*** Block opens ***
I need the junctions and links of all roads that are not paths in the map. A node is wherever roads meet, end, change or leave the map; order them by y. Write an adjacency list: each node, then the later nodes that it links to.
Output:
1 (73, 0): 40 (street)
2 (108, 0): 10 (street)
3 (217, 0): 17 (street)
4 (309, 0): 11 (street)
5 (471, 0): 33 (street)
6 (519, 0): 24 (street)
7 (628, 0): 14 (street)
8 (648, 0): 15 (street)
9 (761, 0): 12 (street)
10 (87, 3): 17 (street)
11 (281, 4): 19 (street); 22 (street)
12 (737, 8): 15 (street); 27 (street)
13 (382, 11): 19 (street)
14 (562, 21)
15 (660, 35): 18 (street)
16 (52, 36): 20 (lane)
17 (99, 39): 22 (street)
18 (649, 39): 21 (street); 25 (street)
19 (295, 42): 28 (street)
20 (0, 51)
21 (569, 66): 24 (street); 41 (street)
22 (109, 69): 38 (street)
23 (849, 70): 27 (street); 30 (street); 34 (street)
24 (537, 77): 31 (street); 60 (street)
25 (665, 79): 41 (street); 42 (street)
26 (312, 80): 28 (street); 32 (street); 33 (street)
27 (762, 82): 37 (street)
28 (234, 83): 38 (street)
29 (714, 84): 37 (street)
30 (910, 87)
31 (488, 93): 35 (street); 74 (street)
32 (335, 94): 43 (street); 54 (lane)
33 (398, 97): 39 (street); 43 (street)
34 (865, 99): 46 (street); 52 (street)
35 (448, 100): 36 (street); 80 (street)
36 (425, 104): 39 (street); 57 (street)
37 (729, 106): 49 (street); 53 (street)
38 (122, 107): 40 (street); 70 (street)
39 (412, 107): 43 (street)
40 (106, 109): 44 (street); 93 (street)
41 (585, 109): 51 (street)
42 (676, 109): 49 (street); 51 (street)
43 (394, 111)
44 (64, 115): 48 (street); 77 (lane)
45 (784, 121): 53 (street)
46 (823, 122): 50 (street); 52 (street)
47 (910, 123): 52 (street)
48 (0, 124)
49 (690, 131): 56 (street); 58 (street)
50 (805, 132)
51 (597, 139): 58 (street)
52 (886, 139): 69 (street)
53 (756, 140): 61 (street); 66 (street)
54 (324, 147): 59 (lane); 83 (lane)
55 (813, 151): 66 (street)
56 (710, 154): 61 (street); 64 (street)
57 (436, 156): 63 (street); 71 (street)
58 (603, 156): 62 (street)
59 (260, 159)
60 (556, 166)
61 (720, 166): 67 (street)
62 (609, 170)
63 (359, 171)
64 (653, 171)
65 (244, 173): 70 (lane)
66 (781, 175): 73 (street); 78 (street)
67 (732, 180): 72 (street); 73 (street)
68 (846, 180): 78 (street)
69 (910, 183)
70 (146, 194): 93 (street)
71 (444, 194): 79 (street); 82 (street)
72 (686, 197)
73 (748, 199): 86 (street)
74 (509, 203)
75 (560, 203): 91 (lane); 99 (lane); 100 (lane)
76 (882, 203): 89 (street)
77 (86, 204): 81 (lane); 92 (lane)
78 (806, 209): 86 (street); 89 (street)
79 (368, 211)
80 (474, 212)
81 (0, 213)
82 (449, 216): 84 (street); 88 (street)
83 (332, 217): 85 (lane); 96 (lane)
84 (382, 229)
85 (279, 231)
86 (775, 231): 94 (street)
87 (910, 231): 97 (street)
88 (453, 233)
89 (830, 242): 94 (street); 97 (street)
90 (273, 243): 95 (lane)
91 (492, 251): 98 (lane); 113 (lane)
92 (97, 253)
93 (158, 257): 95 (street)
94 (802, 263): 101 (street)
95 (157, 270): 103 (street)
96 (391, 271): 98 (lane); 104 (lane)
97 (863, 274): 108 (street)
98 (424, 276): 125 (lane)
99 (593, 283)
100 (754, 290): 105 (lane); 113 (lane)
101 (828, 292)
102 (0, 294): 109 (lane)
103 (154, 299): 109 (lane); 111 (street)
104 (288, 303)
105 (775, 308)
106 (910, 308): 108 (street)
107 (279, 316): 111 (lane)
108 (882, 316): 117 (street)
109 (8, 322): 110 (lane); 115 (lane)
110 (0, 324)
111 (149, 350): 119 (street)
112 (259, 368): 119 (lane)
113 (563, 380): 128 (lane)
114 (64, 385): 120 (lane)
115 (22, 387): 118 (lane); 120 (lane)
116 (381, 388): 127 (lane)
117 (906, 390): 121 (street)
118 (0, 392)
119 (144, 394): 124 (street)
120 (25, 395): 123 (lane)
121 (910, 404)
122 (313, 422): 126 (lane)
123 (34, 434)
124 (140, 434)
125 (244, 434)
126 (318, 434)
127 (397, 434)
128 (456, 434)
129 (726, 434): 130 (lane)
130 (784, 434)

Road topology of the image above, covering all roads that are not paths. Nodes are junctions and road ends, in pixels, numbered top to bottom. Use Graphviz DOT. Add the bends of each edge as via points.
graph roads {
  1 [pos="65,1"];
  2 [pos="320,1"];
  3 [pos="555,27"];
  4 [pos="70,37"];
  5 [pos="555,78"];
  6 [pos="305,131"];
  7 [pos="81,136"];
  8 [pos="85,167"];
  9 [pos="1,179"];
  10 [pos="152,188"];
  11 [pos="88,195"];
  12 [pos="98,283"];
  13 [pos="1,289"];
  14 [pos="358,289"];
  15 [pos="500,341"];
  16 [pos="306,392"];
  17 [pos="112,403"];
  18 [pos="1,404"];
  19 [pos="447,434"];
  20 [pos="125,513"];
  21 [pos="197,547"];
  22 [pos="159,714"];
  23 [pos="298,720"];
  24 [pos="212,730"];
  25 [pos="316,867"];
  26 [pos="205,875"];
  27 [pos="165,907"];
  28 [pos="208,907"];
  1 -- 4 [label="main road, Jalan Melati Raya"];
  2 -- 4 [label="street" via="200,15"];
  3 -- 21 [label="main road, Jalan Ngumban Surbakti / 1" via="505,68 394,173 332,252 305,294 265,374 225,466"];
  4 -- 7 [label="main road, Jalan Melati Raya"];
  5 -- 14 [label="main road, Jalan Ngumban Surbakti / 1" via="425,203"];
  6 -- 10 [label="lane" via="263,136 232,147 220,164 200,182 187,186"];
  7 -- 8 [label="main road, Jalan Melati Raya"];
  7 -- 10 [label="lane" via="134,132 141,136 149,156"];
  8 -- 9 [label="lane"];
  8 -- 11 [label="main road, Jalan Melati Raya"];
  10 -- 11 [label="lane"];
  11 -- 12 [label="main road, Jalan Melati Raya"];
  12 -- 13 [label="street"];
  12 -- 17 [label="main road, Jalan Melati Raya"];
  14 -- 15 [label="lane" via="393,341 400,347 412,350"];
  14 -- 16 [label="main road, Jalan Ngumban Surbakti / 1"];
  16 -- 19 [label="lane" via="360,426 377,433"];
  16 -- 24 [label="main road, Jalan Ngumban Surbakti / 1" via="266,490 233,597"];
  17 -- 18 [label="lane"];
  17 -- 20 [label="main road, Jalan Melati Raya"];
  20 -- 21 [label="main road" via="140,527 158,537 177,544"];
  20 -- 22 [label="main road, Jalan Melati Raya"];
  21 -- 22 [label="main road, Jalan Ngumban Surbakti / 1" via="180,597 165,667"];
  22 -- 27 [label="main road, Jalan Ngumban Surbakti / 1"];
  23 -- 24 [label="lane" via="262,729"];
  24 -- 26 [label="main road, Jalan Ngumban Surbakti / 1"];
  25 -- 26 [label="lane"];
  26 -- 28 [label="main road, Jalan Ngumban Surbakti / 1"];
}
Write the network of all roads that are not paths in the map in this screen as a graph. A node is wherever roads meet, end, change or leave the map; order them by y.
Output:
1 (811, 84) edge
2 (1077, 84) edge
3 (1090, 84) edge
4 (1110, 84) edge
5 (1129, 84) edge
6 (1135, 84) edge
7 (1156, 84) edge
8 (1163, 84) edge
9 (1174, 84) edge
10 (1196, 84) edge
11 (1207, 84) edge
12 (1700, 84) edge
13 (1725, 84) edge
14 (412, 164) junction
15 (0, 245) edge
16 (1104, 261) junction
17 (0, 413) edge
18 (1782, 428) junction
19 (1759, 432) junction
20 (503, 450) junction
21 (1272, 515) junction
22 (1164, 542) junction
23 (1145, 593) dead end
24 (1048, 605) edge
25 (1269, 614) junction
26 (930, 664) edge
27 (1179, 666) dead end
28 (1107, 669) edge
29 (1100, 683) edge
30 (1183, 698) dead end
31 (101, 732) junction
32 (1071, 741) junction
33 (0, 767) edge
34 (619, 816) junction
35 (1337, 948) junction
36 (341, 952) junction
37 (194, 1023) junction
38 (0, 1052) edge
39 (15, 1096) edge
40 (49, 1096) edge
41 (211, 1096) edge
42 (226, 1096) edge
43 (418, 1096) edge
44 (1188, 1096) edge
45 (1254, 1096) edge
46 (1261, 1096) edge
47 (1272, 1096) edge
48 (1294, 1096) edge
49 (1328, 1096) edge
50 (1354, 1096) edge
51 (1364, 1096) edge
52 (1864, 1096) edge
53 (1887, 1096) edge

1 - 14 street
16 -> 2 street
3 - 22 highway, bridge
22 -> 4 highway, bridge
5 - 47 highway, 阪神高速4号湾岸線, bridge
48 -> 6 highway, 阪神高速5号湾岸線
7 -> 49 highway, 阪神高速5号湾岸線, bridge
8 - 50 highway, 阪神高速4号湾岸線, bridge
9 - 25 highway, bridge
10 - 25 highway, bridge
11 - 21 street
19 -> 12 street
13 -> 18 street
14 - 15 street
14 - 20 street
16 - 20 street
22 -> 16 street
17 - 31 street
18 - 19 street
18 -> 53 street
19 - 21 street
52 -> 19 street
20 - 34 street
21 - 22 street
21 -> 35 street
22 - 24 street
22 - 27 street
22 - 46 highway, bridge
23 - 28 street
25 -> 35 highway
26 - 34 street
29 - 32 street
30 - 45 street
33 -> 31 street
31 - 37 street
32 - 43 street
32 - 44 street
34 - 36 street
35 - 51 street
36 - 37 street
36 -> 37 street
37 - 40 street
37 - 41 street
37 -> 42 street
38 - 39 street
*** Block closes ***
TASK TO COMPLETE: Go through the listing above, and whenever a line holds the word "them", copy it.

EXERCISE RESPONSE:
I need the junctions and links of all roads that are not paths in the map. A node is wherever roads meet, end, change or leave the map; order them by y. Write an adjacency list: each node, then the later nodes that it links to.
Write the network of all roads that are not paths in the map in this screen as a graph. A node is wherever roads meet, end, change or leave the map; order them by y.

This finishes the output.